Feb 12, 2021
A key precursor to getting more water for Lower Klamath
The U.S. Fish and Wildlife Service is accepting comments on its draft environmental assessment of water supply options for Lower Klamath National Wildlife Refuge. The document, which evaluates alternatives for the Service to acquire and transfer water rights from willing sellers to Lower Klamath National Wildlife Refuge, is an important precursor to actually acquiring water rights.
The refuge needs 105,000 acre feet of water per year to meet its habitat objectives. It has averaged less than half that since 2006, and wetland habitat has disappeared along with the water. Lack of water greatly exacerbated a botulism outbreak in the Klamath Basin last summer - more than 60,000 ducks, geese and shorebirds died of the disease.
The alternatives examined in the draft environmental assessment include:
- No action (status quo).
- A generalized search for water rights transfers from willing sellers.
- A focused water rights transfer from a group of individual ranchers who have expressed interest in using their water rights to benefit Lower Klamath.

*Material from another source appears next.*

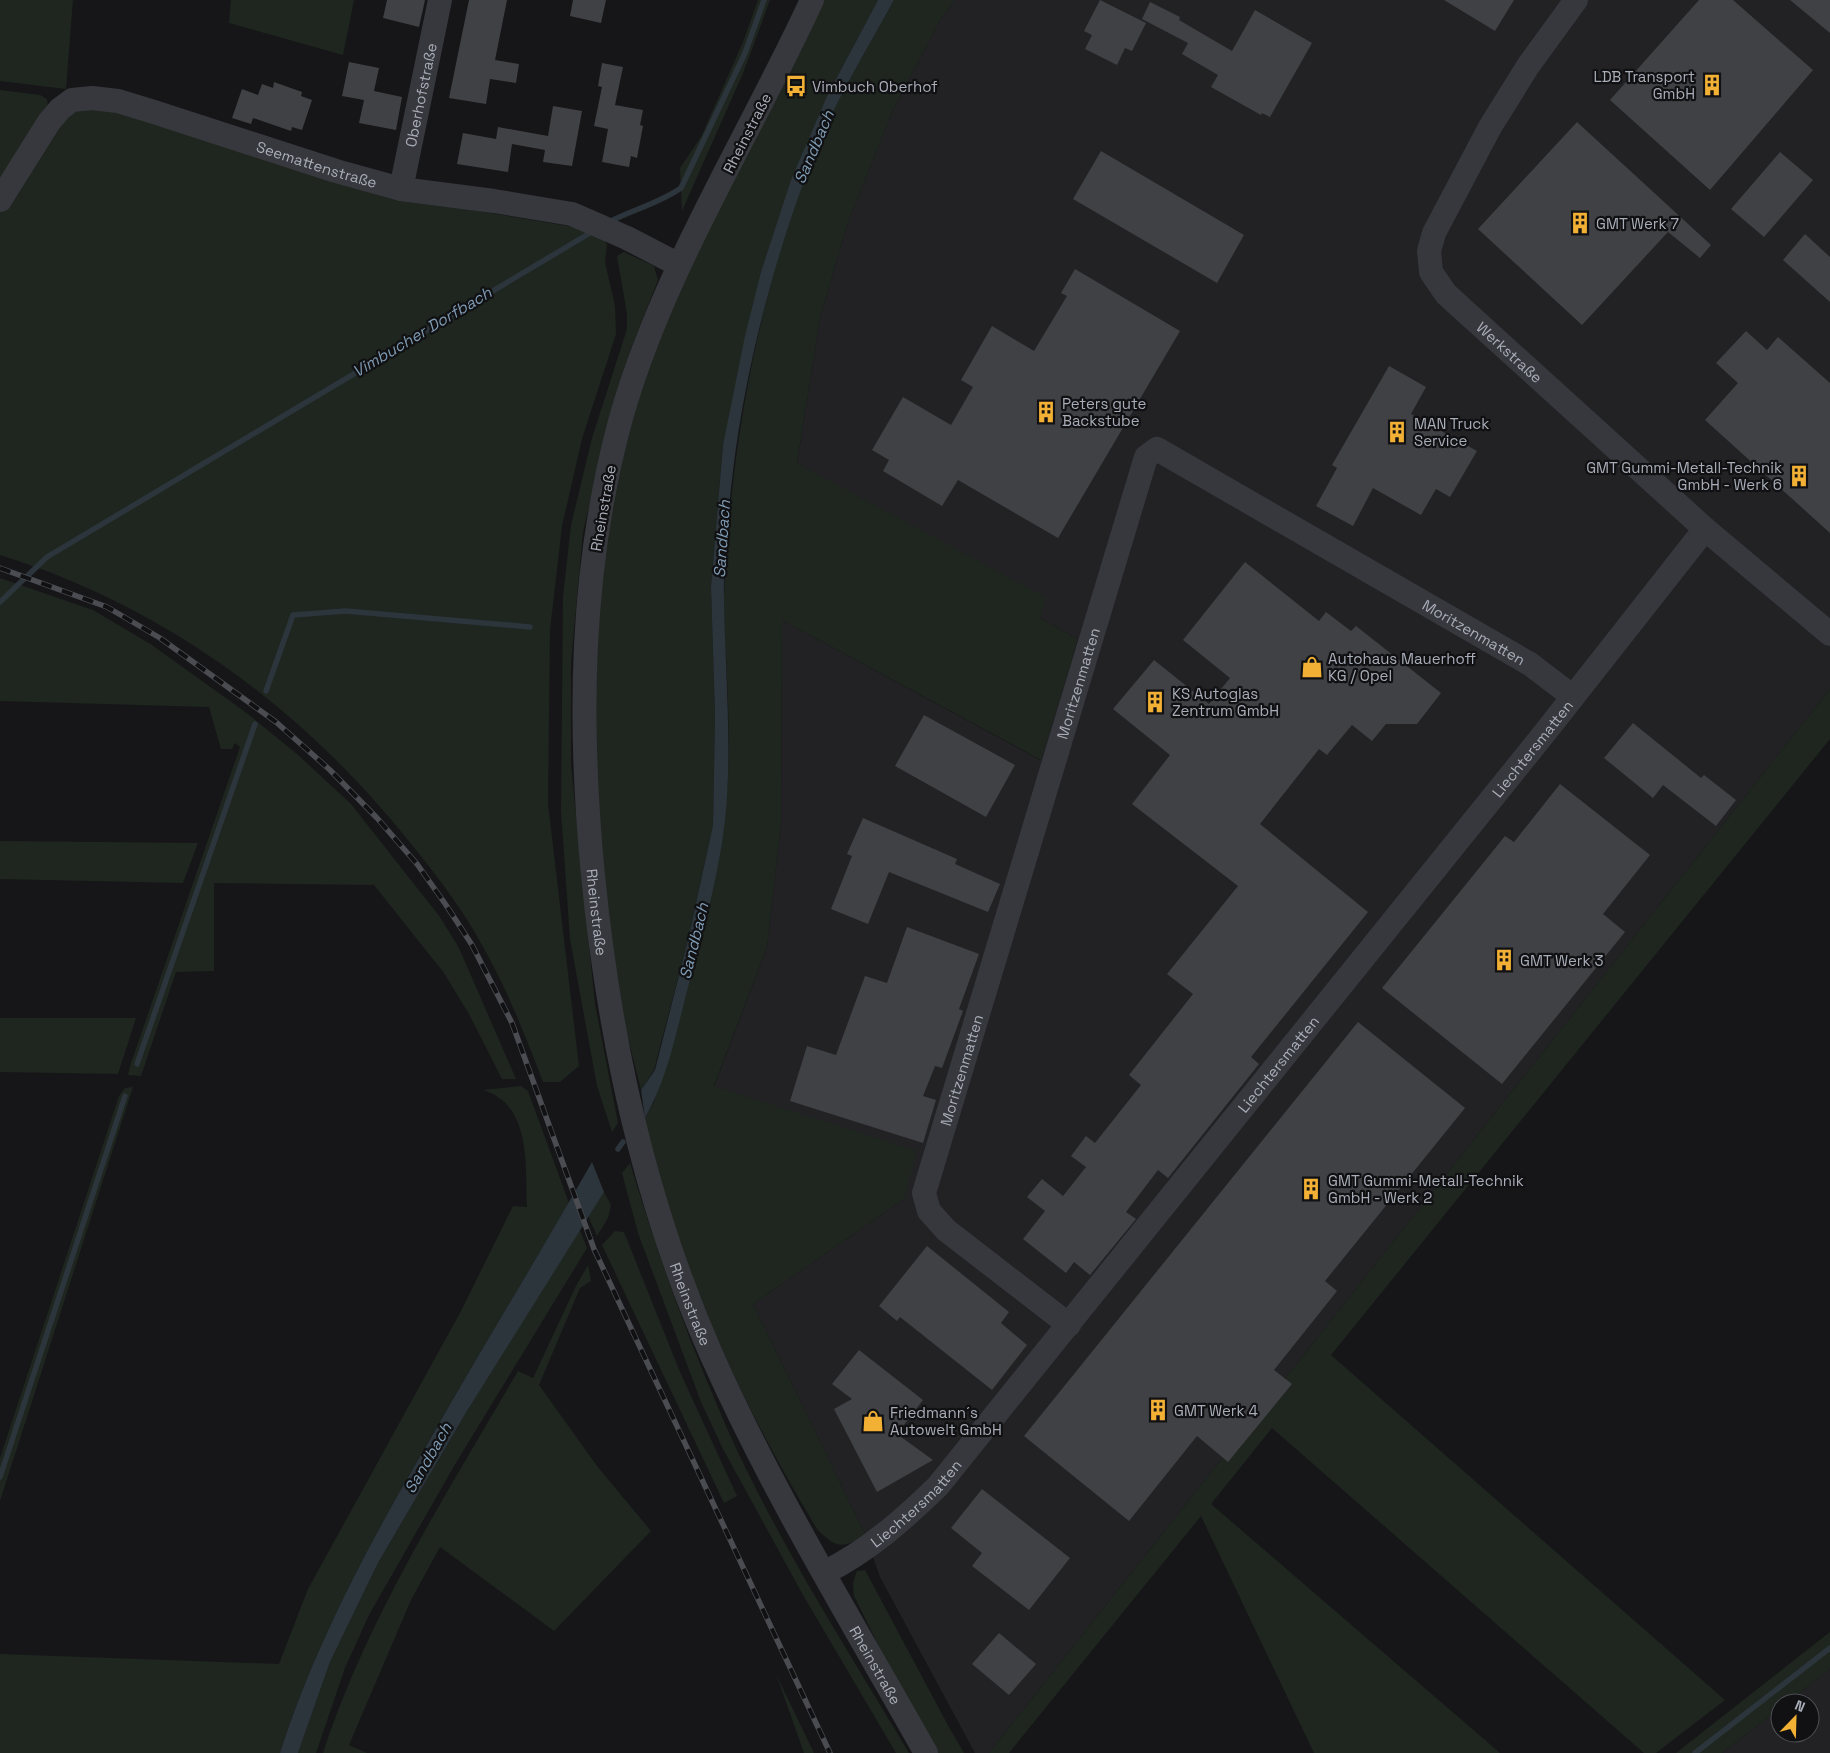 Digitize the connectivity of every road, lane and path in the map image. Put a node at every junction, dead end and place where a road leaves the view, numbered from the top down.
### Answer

The U.S. Fish & Wildlife Service, which prepared the document, recommends that the federal government proceed with the focused water rights transfer in Alternative C, which would provide up to 30,000 acre feet of water for the refuge.
California Waterfowl’s Lower Klamath Task Force is working hard to facilitate the proposed action by raising private funds and advocating for federal and state funding. California Waterfowl will comment on the draft environmental assessment and will provide a link to our comments when they are completed. We encourage California Waterfowl members who submit comments to send copies of the comments to California Waterfowl at firstname.lastname@example.org.
The draft environmental assessment will be available during a 30-day public review period, which ends March 14, 2021. Comments on the draft should be emailed to email@example.com.
Depending on the comments received, the environmental assessment will be used as the basis of either an Environmental Impact Statement (EIS) or a Finding of No Significant Impact (FONSI). The latter would be the fastest path to acquiring water rights for the refuge.